In our cases there was no CPR-related trauma, especially not to the myocardium. Also pre-existing myocardial damage was not found. All cases have in common that a significant time of generalized hypoxia was survived for at least several days. An overview of circumstantial features is given in Table 1. In case 1, CPR started after a longer period of time. In case 2, the incident was not witnessed and (delayed) CPR was conducted by parents (medical laymen). In case 3, the incident was not witnessed either and CPR was also started after a longer period of time. Thus, a significant time of hypoxia, i.e. several minutes, with relevant hypoxia-related tissue necrosis and continuous tissue demise, can be assumed in all three cases. Nonetheless, sufficient cardiocirculatory performance was regained by CPR, followed by in-hospital support measures. Calcification of the necrotic myocardial tissue must have taken place after initial CPR—there were no indications that the calcified necrosis were pre-existing, and their histological picture corresponded to the successful CPR efforts. Since pre-existing pathological conditions were not present in our cases, we must refer to the initially pulseless condition with subsequent hypoxia-related tissue necrosis, CPR and reperfusion thereafter as the cause for the massive myocardial calcifications. Interestingly, mitochondrial structures remained intact, at least in case 3. This doubts the suggested etiopathological pathway of mitochondrial rupture after ATP depletion with reperfusion and necessitates alternative paths of origin which are yet unclear. Despite the myocardial calcifications, none of the cases showed evidence of myocardial damage in the clinical course. The amount of calcification as well as its specific distribution (striped) is astonishing and apparently unique in infants. Probably this autopsy feature is seen more often than is published. Together with the insights into the pathophysiology, the short time course and the difference compared to adult pathology, this is worth a reminder.
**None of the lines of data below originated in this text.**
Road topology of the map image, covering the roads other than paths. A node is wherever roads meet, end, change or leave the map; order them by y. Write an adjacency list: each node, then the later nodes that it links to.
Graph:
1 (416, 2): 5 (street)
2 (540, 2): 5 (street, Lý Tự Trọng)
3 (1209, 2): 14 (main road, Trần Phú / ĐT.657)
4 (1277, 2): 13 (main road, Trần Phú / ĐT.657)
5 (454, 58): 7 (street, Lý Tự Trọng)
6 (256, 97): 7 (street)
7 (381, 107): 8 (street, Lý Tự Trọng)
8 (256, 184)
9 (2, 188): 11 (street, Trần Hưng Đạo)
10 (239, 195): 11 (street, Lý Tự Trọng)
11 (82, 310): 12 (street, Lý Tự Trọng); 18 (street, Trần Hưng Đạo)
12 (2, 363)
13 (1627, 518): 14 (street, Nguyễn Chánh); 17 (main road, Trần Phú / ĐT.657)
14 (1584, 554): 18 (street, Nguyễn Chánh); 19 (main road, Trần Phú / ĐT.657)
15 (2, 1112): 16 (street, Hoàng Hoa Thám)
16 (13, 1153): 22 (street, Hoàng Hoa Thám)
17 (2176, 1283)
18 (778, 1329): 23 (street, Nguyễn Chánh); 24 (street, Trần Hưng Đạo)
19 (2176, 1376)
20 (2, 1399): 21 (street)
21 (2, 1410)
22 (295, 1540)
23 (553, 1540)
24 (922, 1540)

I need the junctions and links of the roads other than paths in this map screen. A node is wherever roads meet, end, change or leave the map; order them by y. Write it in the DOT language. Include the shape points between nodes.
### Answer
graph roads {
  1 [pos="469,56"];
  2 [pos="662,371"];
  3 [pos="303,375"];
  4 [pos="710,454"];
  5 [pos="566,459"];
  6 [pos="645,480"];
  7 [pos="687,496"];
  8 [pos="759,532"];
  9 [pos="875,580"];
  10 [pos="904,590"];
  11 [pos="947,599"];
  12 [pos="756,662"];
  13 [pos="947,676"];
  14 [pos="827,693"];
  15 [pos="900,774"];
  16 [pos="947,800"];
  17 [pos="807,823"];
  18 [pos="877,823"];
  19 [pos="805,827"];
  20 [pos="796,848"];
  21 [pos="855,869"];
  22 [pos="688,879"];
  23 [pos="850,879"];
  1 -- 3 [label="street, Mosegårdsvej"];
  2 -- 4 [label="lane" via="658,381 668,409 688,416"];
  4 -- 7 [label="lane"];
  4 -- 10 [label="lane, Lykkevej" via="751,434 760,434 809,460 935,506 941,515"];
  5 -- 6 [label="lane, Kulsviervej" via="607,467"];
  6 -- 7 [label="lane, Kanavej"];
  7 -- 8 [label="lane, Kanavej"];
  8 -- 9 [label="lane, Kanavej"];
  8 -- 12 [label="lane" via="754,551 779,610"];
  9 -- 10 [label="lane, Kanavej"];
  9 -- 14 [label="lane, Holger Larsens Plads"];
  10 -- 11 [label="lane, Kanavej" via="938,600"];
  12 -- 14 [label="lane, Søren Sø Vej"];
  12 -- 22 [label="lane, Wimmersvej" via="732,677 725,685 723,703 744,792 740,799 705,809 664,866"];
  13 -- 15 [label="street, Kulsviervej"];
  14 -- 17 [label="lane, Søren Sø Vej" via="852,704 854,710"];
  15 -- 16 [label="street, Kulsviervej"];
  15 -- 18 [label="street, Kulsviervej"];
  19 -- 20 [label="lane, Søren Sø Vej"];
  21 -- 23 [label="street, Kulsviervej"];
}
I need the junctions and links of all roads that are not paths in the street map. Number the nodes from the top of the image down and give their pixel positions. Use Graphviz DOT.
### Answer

Table 1 Patient characteristics

Key points

  1. 1.

    If survived for a longer period of time (e.g., days/weeks/months), hypoxic episodes in children may lead to calcified areas of necrosis from reperfusion injury, especially in the myocardium.

  2. 2.

    Despite excessive myocardial calcification, mitochondrial structures may remain unaltered, despite mitochondrial rupture being proposed as an etiopathological pathway.

  3. 3.

    These myocardial calcifications may not be the direct cause of death in children after initially successful resuscitation; in the presented cases, death was caused by hypoxic-ischemic lesions of other organ systems.

  4. 4.

    After initially successful resuscitation with brain death pediatric patients should be evaluated carefully with regard to organ donation, especially with regard to the heart. This might include diagnostic tests such as cardiac CT before transplantation.